Here’s a good Economics & Strategy Report from CIBC. On page 4, there’s a discussion of why oil prices are headed for another spike.
“But the potentially bigger and more lasting story is not demand destruction but how much potential new supply will be destroyed in the wake of the plunge in oil prices during the recession. While demand has, at least temporarily, changed, what hasn’t changed is the incremental cost of finding, developing and producing a new barrel of oil. That is running at about $90 per barrel for production from a new Canadian integrated oil sands mining and upgrading facility these days, four times what it cost to find, develop and produce a new barrel a decade ago (Chart 2). Alternatives, such as the ultra-deepwater areas of the Gulf of Mexico or sub-salt formations such as Brazil’s Tupi field require prices well above $60 per barrel to be economically viable.
“Nor has depletion changed.

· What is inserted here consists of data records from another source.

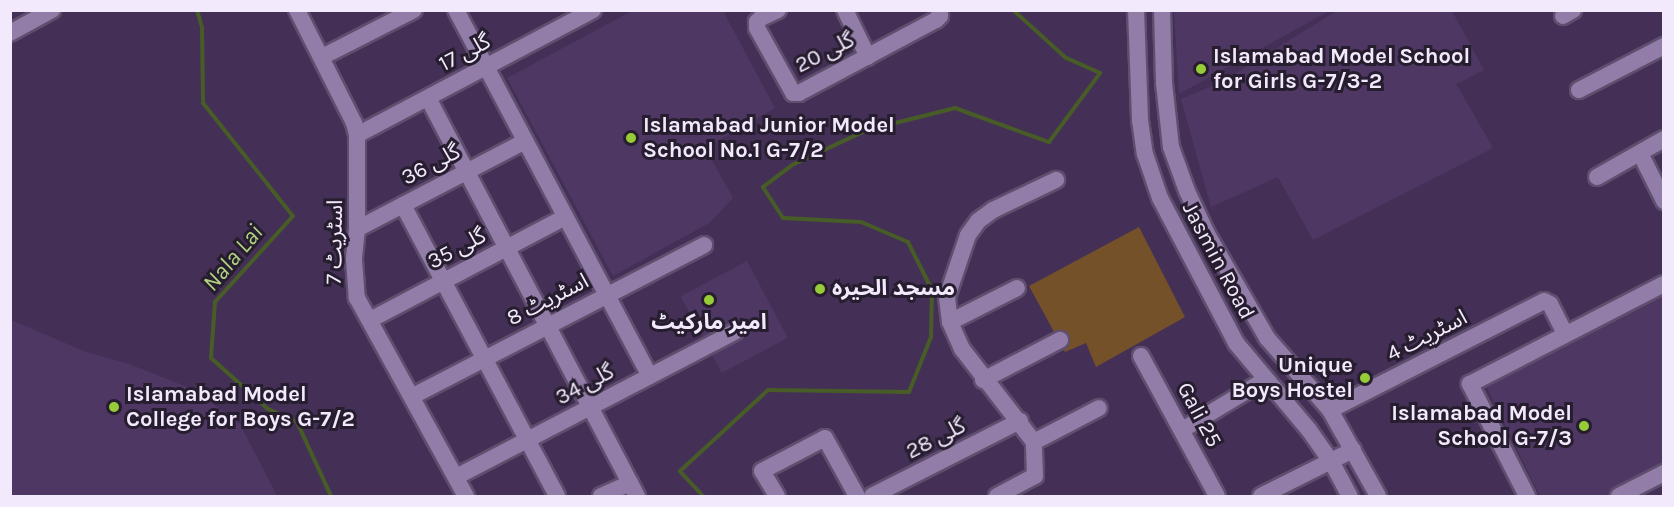 <!DOCTYPE html>
<meta charset="utf-8">
<style>
body{margin:0}
#map{position:relative;width:1674px;height:507px;overflow:hidden;background:#443056;font-family:Karla,"Noto Sans Arabic",sans-serif}
div>[style]{position:absolute}
.built>*{inset:0;background:#4f3764;transform-origin:0 0}
.green>*{inset:0;background:#745129}
.stream>*{height:4px;margin:-2px;padding:0 2px;transform-origin:2px;border-radius:2px;background:#475c27}
.roads{filter:drop-shadow(2px 0 #5f4e6d) drop-shadow(-2px 0 #5f4e6d) drop-shadow(0 2px #5f4e6d) drop-shadow(0 -2px #5f4e6d)}
.minor>*{height:16px;margin:-8px;padding:0 8px;transform-origin:8px;border-radius:8px;background:#927ca8}
.dots>*{width:16px;height:16px;translate:-50% -50%;box-sizing:border-box;border:3px solid #261d2e;border-radius:50%}
span{translate:-50% -50%;white-space:nowrap;text-align:center;line-height:1.15;-webkit-text-stroke:6px #261d2e;paint-order:stroke}
.street-label{font-size:22px;color:#f3e9fd}
.poi-label{font-size:22px;color:#f3e9fd;font-weight:700}
.left{translate:0 -50%;text-align:left}
.right{translate:-100% -50%;text-align:right}
.water-label{font-size:24px;color:#b1d383;font-style:italic}
.frame{position:absolute;inset:0;border:12px solid #f3e9fd;pointer-events:none}
</style>
<div id="map">
<div class="built">
<i style="clip-path:polygon(1338px 10px,1452px 11px,1484px 70px,1456px 84px,1493px 148px,1313px 240px,1278px 177px,1211px 207px,1181px 99px,1222px 82px)"></i>
<i style="clip-path:polygon(632px 11px,723px 11px,775px 108px,705px 148px,733px 198px,709px 223px,613px 276px,507px 78px)"></i>
<i style="clip-path:polygon(1174px 11px,1174px 10px,1329px 11px,1179px 94px)"></i>
<i style="left:747px;top:261px;width:87px;height:75px;rotate:62deg"></i>
<i style="clip-path:polygon(1663px 291px,1663px 467px,1608px 496px,1540px 496px,1485px 384px)"></i>
<i style="clip-path:polygon(11px 320px,86px 352px,129px 364px,195px 390px,240px 424px,277px 496px,11px 496px)"></i>
</div>
<div class="green">
<i style="clip-path:polygon(1139px 227px,1185px 317px,1096px 367px,1086px 343px,1065px 352px,1029px 286px)"></i>
</div>
<div class="stream">
<i style="left:197px;top:10px;width:19px;rotate:74deg"></i>
<i style="left:202px;top:28px;width:75px;rotate:89.2deg"></i>
<i style="left:203px;top:103px;width:144px;rotate:51.5deg"></i>
<i style="left:293px;top:216px;width:116px;rotate:132.2deg"></i>
<i style="left:215px;top:302px;width:56px;rotate:94.1deg"></i>
<i style="left:211px;top:358px;width:76px;rotate:41.8deg"></i>
<i style="left:268px;top:409px;width:32px;rotate:24deg"></i>
<i style="left:297px;top:422px;width:81px;rotate:65.3deg"></i>
<i style="left:703px;top:496px;width:34px;rotate:-133deg"></i>
<i style="left:680px;top:471px;width:120px;rotate:-42.6deg"></i>
<i style="left:768px;top:390px;width:141px;rotate:0.8deg"></i>
<i style="left:909px;top:392px;width:59px;rotate:-68.2deg"></i>
<i style="left:931px;top:337px;width:47px;rotate:-88.8deg"></i>
<i style="left:932px;top:290px;width:54px;rotate:-116.6deg"></i>
<i style="left:908px;top:242px;width:51px;rotate:-156.9deg"></i>
<i style="left:861px;top:222px;width:78px;rotate:-177.1deg"></i>
<i style="left:783px;top:218px;width:37px;rotate:-123deg"></i>
<i style="left:763px;top:187px;width:36px;rotate:-37deg"></i>
<i style="left:792px;top:165px;width:83px;rotate:-25deg"></i>
<i style="left:867px;top:130px;width:91px;rotate:-14deg"></i>
<i style="left:955px;top:108px;width:100px;rotate:19.9deg"></i>
<i style="left:1049px;top:142px;width:86px;rotate:-53.5deg"></i>
<i style="left:1100px;top:73px;width:37px;rotate:-156deg"></i>
<i style="left:1066px;top:58px;width:72px;rotate:-137.8deg"></i>
</div>
<div class="roads">
<div class="minor">
<i style="left:297px;top:10px;width:127px;rotate:63.2deg"></i>
<i style="left:354px;top:123px;width:12px;rotate:76deg"></i>
<i style="left:357px;top:135px;width:94px;rotate:90deg"></i>
<i style="left:357px;top:229px;width:30px;rotate:96deg"></i>
<i style="left:354px;top:259px;width:39px;rotate:86deg"></i>
<i style="left:357px;top:298px;width:226px;rotate:61.2deg"></i>
<i style="left:456px;top:10px;width:414px;rotate:62.1deg"></i>
<i style="left:778px;top:10px;width:19px;rotate:155deg"></i>
<i style="left:761px;top:18px;width:6px;rotate:135deg"></i>
<i style="left:757px;top:22px;width:6px;rotate:90deg"></i>
<i style="left:757px;top:28px;width:74px;rotate:61deg"></i>
<i style="left:793px;top:93px;width:6px"></i>
<i style="left:799px;top:93px;width:155px;rotate:-28.1deg"></i>
<i style="left:936px;top:20px;width:6px;rotate:-45deg"></i>
<i style="left:940px;top:16px;width:6px;rotate:-99deg"></i>
<i style="left:845px;top:10px;width:52px;rotate:63.9deg"></i>
<i style="left:1136px;top:10px;width:110px;rotate:87.9deg"></i>
<i style="left:1140px;top:120px;width:34px;rotate:82deg"></i>
<i style="left:1145px;top:154px;width:46px;rotate:71.2deg"></i>
<i style="left:1160px;top:198px;width:164px;rotate:62.3deg"></i>
<i style="left:1236px;top:343px;width:114px;rotate:50deg"></i>
<i style="left:1309px;top:430px;width:38px;rotate:55deg"></i>
<i style="left:1331px;top:461px;width:40px;rotate:62deg"></i>
<i style="left:1162px;top:10px;width:73px;rotate:88.4deg"></i>
<i style="left:1164px;top:83px;width:64px;rotate:83.8deg"></i>
<i style="left:1171px;top:147px;width:47px;rotate:70deg"></i>
<i style="left:1187px;top:191px;width:47px;rotate:65.1deg"></i>
<i style="left:1207px;top:234px;width:120px;rotate:60deg"></i>
<i style="left:1267px;top:338px;width:96px;rotate:48.8deg"></i>
<i style="left:1330px;top:410px;width:98px;rotate:60.8deg"></i>
<i style="left:1563px;top:16px;width:12px;rotate:-31deg"></i>
<i style="left:10px;top:33px;width:48px;rotate:-28.7deg"></i>
<i style="left:322px;top:57px;width:103px;rotate:-27.1deg"></i>
<i style="left:1579px;top:90px;width:96px;rotate:-27.4deg"></i>
<i style="left:428px;top:98px;width:450px;rotate:62.3deg"></i>
<i style="left:357px;top:135px;width:267px;rotate:-27.9deg"></i>
<i style="left:1640px;top:153px;width:54px;rotate:63.4deg"></i>
<i style="left:1597px;top:177px;width:77px;rotate:-29.6deg"></i>
<i style="left:403px;top:205px;width:329px;rotate:62.1deg"></i>
<i style="left:357px;top:229px;width:190px;rotate:-27.6deg"></i>
<i style="left:370px;top:320px;width:221px;rotate:-27.8deg"></i>
<i style="left:950px;top:322px;width:75px;rotate:-26.9deg"></i>
<i style="left:1141px;top:356px;width:159px;rotate:61.5deg"></i>
<i style="left:983px;top:380px;width:87px;rotate:-27.5deg"></i>
<i style="left:413px;top:396px;width:328px;rotate:-27.4deg"></i>
<i style="left:1330px;top:410px;width:240px;rotate:-27deg"></i>
<i style="left:1544px;top:301px;width:7px;rotate:27deg"></i>
<i style="left:1550px;top:304px;width:34px;rotate:63deg"></i>
<i style="left:1182px;top:430px;width:97px;rotate:-31.1deg"></i>
<i style="left:1034px;top:442px;width:73px;rotate:-27.6deg"></i>
<i style="left:456px;top:477px;width:314px;rotate:-27.5deg"></i>
<i style="left:601px;top:496px;width:32px;rotate:-24deg"></i>
<i style="left:777px;top:496px;width:29px;rotate:-121deg"></i>
<i style="left:762px;top:471px;width:71px;rotate:-27.6deg"></i>
<i style="left:825px;top:438px;width:66px;rotate:61.1deg"></i>
<i style="left:872px;top:496px;width:166px;rotate:-26.9deg"></i>
<i style="left:997px;top:496px;width:43px;rotate:-27.8deg"></i>
<i style="left:1035px;top:476px;width:34px;rotate:-92deg"></i>
<i style="left:1034px;top:442px;width:118px;rotate:-127.7deg"></i>
<i style="left:962px;top:349px;width:30px;rotate:-114deg"></i>
<i style="left:950px;top:322px;width:25px;rotate:-97deg"></i>
<i style="left:947px;top:297px;width:65px;rotate:-71.3deg"></i>
<i style="left:968px;top:235px;width:17px;rotate:-54deg"></i>
<i style="left:978px;top:221px;width:19px;rotate:-36deg"></i>
<i style="left:993px;top:210px;width:70px;rotate:-25.5deg"></i>
<i style="left:1261px;top:496px;width:103px;rotate:-26.6deg"></i>
<i style="left:1527px;top:496px;width:126px;rotate:-117deg"></i>
<i style="left:1470px;top:384px;width:218px;rotate:-27.3deg"></i>
<i style="left:1619px;top:496px;width:51px;rotate:-27.1deg"></i>
</div>
</div>
<div class="dots">
<i style="left:1201px;top:69px;background:#97cc38"></i>
<i style="left:631px;top:138px;background:#97cc38"></i>
<i style="left:820px;top:289px;background:#97cc38"></i>
<i style="left:709px;top:300px;background:#97cc38"></i>
<i style="left:1365px;top:378px;background:#97cc38"></i>
<i style="left:114px;top:407px;background:#97cc38"></i>
<i style="left:1584px;top:426px;background:#97cc38"></i>
</div>
<div class="street-label">
<span style="left:465px;top:53px;rotate:-28deg">گلی 17</span>
<span style="left:825px;top:53px;rotate:-27deg">گلی 20</span>
<span style="left:431px;top:165px;rotate:-28deg">گلی 36</span>
<span style="left:335px;top:242px;rotate:-89deg">اسٹریٹ 7</span>
<span style="left:457px;top:249px;rotate:-28deg">گلی 35</span>
<span style="left:1218px;top:261px;rotate:62deg">Jasmin Road</span>
<span style="left:548px;top:300px;rotate:-27deg">اسٹریٹ 8</span>
<span style="left:1427px;top:336px;rotate:-27deg">اسٹریٹ 4</span>
<span style="left:585px;top:385px;rotate:-28deg">گلی 34</span>
<span style="left:1199px;top:415px;rotate:62deg">Gali 25</span>
<span style="left:936px;top:439px;rotate:-27deg">گلی 28</span>
</div>
<div class="poi-label">
<span class="left" style="left:1213px;top:69px">Islamabad Model School<br>for Girls G-7/3-2</span>
<span class="left" style="left:643px;top:138px">Islamabad Junior Model<br>School No.1 G-7/2</span>
<span class="left" style="left:832px;top:289px">مسجد الحیرہ</span>
<span style="left:709px;top:323px">امیر مارکیٹ</span>
<span class="right" style="left:1353px;top:378px">Unique<br>Boys Hostel</span>
<span class="left" style="left:126px;top:407px">Islamabad Model<br>College for Boys G-7/2</span>
<span class="right" style="left:1572px;top:426px">Islamabad Model<br>School G-7/3</span>
</div>
<div class="water-label">
<span style="left:233px;top:258px;rotate:-50deg">Nala Lai</span>
</div>
<div class="frame"></div>
</div>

While the recession may temporarily cut a million or two barrels per day from world oil demand, it will do nothing to stop the loss of nearly four million barrels per day this year from depletion–particularly from the deepwater wells that make up more and more of world supply these days. The IEA has recently estimated that the industry will have to spend well over half a trillion dollars annually to meet future demand and counter depletion. No one is going to finance those money-losing mega-investments at oil prices anywhere near $40 per barrel.”
I’ve also talked about the enormous pressures weighing on the U.S. dollar. Once the dollar starts to fall, consumers will see soon the results at their local gas station.